Sul tema delle garanzie per le persone ristrette, in Piemonte più che in altre regioni, si sta seriamente e con tutte le difficoltà del tema, tentando di “fare squadra”. E per questo credo sia doveroso fare l’appello dei Garanti attivi in Piemonte e quindi, in rigoroso ordine alfabetico: Sonia Caronni, Anna Cellamaro, Bruna Chiotti, Rosanna Degiovanni, Roswitha Flaibani, Monica Cristina Gallo, Silvia Magistrini, Armando Michelizza, Davide Petrini, Alessandro Prandi, Mario Tretola. A tutti loro credo debba andare un plauso ed un ringraziamento pubblico delle Istituzioni e della società civile piemontese: tranne il sottoscritto e la garante torinese, a cui è riconosciuta un’indennità di carica, gli altri sono a titolo gratuito e anzi si pagano pure le spese per il “badò” che si sono presi!

L’obiettivo – per mutuare i termini sportivi propri di questo periodo di Campionati europei di calcio - è anche il “gioco di squadra”, come richiesto ed auspicato a più riprese e da più voci (Ministro della Giustizia, Capo Dipartimento dell’Amministrazione penitenziaria, Garante nazionale e Provveditore regionale).

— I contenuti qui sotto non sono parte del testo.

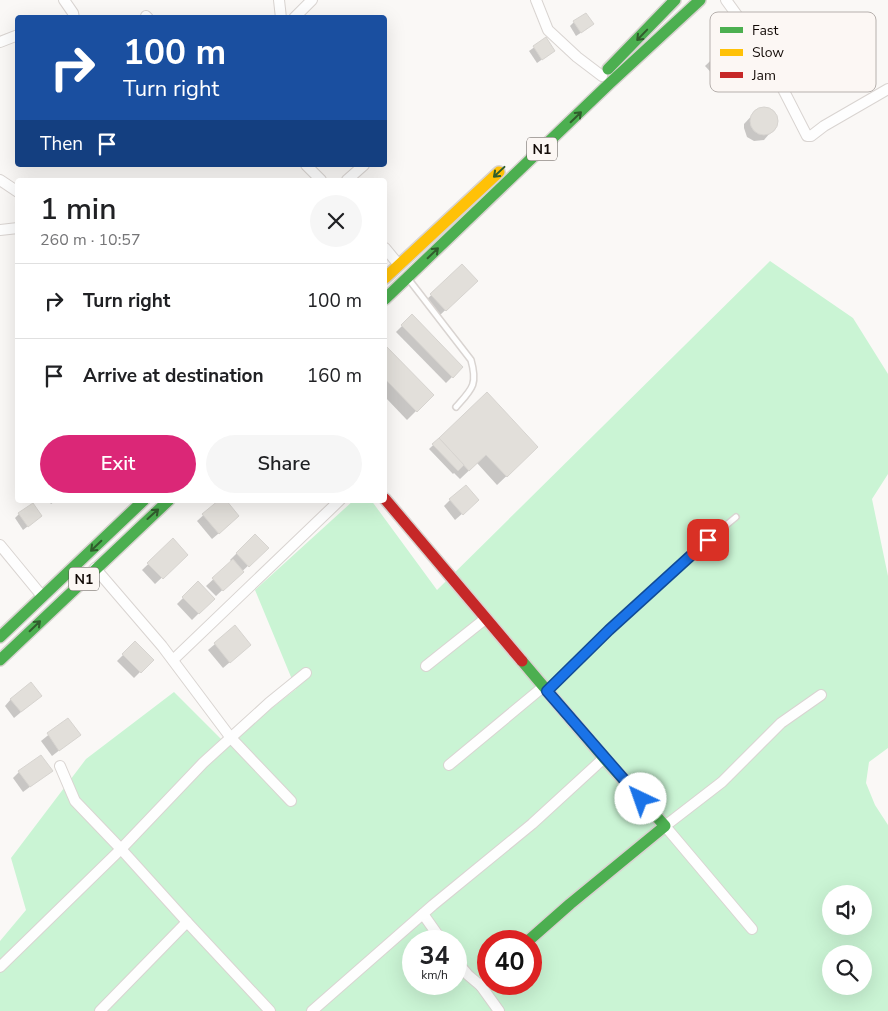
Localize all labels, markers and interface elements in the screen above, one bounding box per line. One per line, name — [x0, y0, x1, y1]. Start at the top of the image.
legend — [710, 12, 876, 92]
text: Fast — [752, 21, 778, 40]
text: 100 m — [123, 29, 226, 76]
one-way arrow — [635, 29, 648, 41]
icon: right — [40, 35, 105, 100]
text: Slow — [752, 43, 784, 62]
text: Jam — [751, 66, 776, 85]
text: Turn right — [123, 74, 219, 104]
one-way arrow — [569, 111, 582, 123]
icon: arrive — [93, 130, 121, 158]
text: Then — [40, 131, 83, 157]
road number: N1 — [527, 138, 557, 160]
one-way arrow — [493, 166, 506, 178]
text: 1 min — [40, 189, 116, 230]
button: close — [310, 195, 362, 247]
text: 260 m · 10:57 — [40, 229, 141, 251]
one-way arrow — [426, 247, 439, 259]
icon: right — [40, 287, 68, 315]
text: Turn right — [83, 288, 170, 314]
text: 100 m — [307, 288, 362, 314]
icon: arrive — [40, 362, 68, 390]
text: Arrive at destination — [83, 363, 264, 389]
text: 160 m — [307, 363, 362, 389]
button: Exit — [40, 435, 196, 493]
button: Share — [206, 435, 362, 493]
one-way arrow — [147, 508, 160, 520]
pin — [687, 519, 729, 561]
icon: arrive — [694, 526, 722, 554]
one-way arrow — [90, 540, 103, 552]
road number: N1 — [69, 568, 99, 590]
one-way arrow — [29, 620, 41, 632]
position arrow — [614, 772, 666, 824]
map controls — [822, 885, 872, 995]
button: sound — [822, 885, 872, 935]
speed limit sign: 40 — [477, 930, 542, 995]
text: 34 — [419, 939, 450, 973]
button: search — [822, 945, 872, 995]
text: km/h — [421, 967, 448, 983]

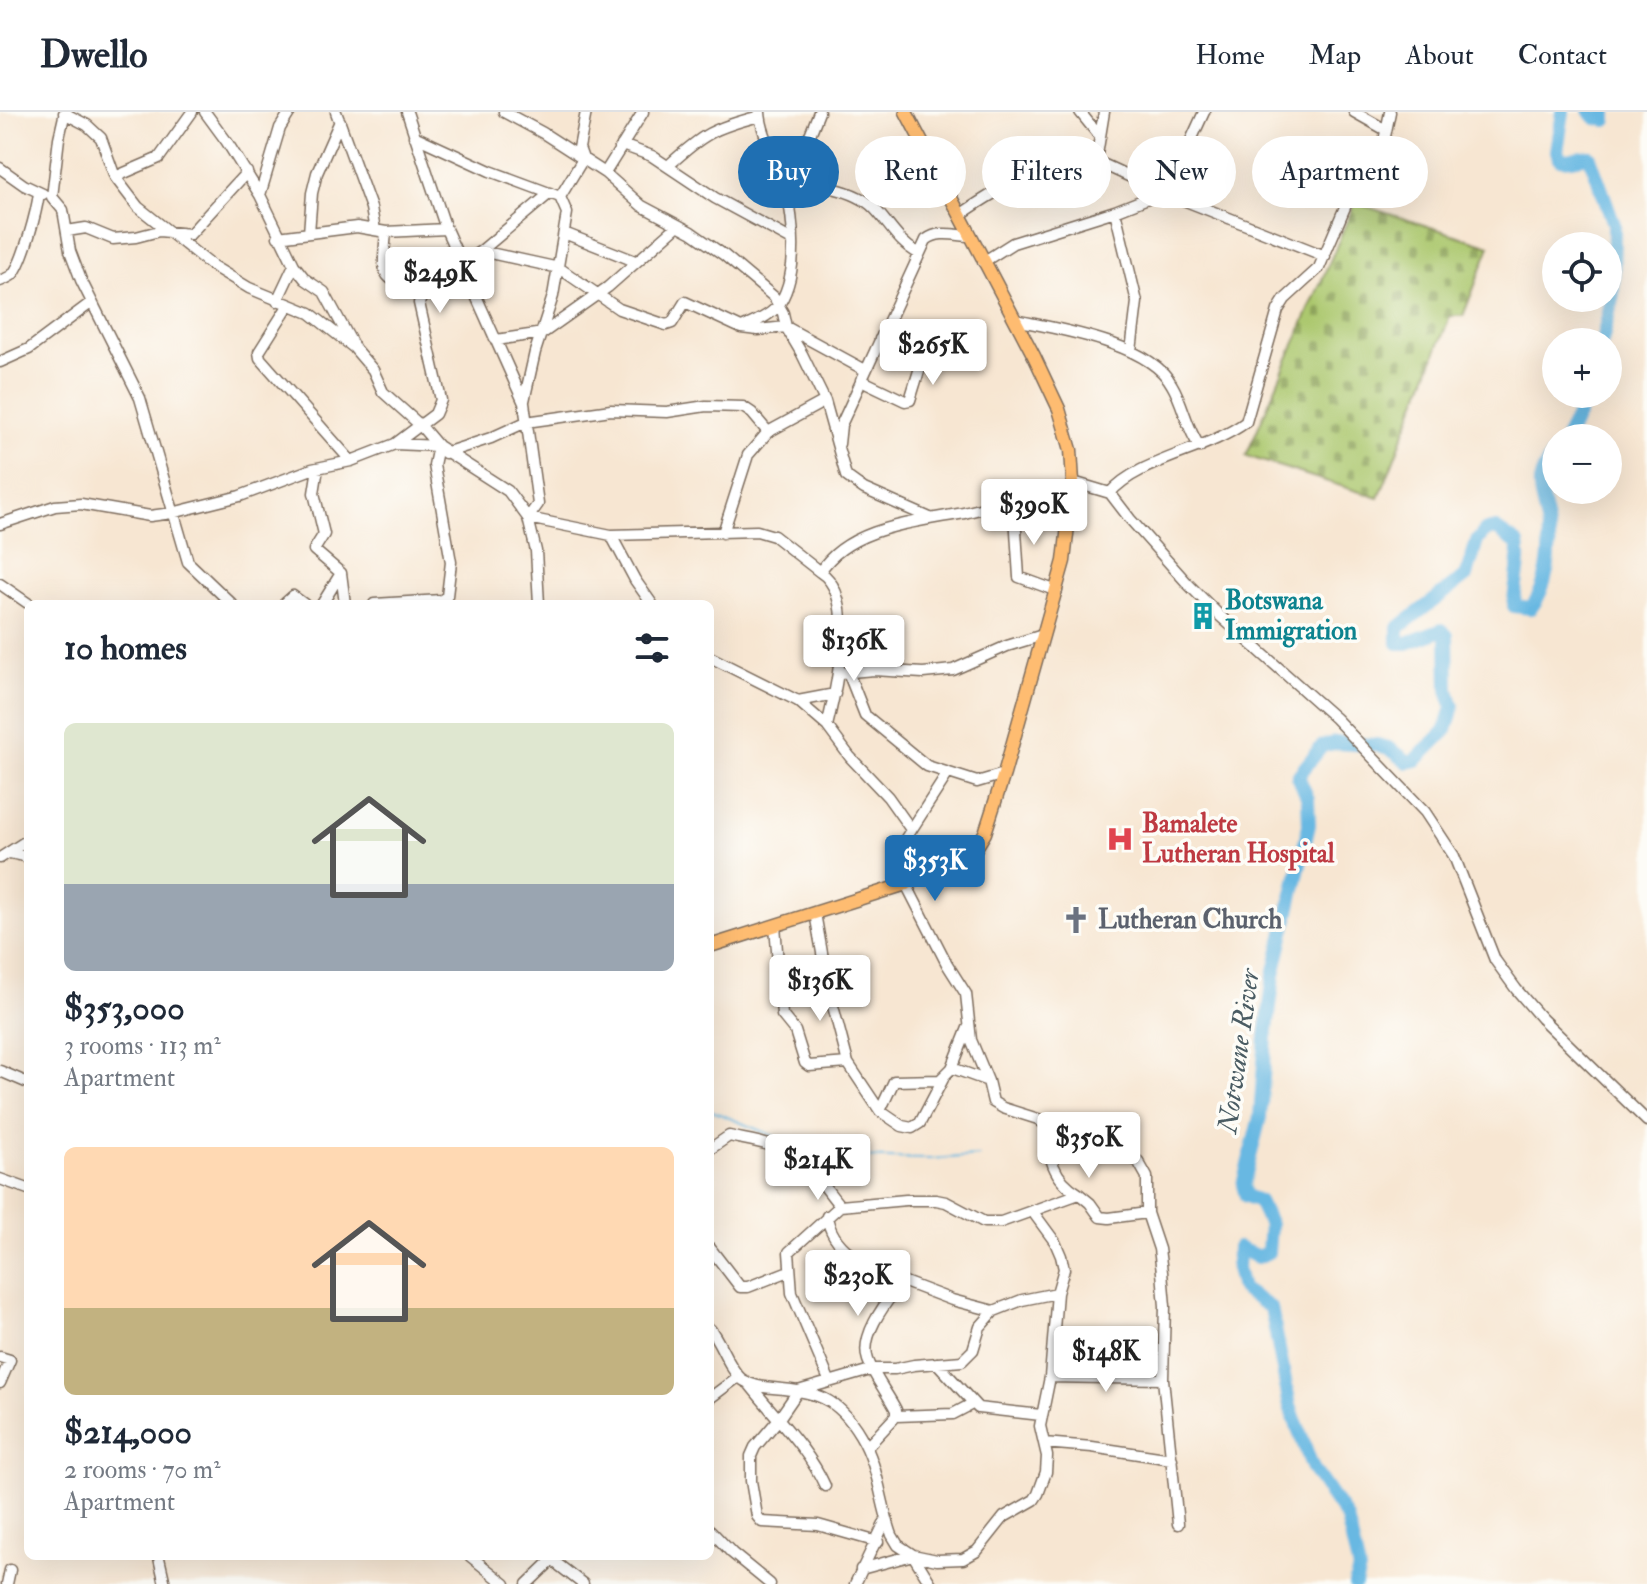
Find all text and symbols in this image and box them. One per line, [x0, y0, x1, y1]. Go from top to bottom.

Alla firma del Protocollo l’evocazione calcistica come metafora di molto altro possibile ed auspicabile è stata ben rappresentata dall’ironico cortometraggio “The Squad”, proiettato al termine della cerimonia, che è stato girato dal regista (ora sindaco fossanese) Davide Sordella nella Casa di Reclusione “Santa Caterina” di Fossano (Cn) con la riuscita interpretazione corale di reclusi, volontari ed operatori penitenziari.

Solo un intelligente e consolidato “gioco di squadra”, in cui ognuno sia spinto a dare il meglio di sé nel proprio ruolo, con le proprie capacità, in relazione con gli altri può essere l’unico realistico modo per far fare qualche passo in avanti alla comunità penitenziaria italiana. Tutti si è concordi e consapevoli che l’Italia non debba ambire a mantenere i record negativi di Paese europeo dove l’esecuzione penale in carcere è la più costosa di tutti gli Stati dell’Unione e nel contempo il tasso di recidiva dei reclusi che espiano la condanna nelle patrie galere è la più alta in assoluto in Europa.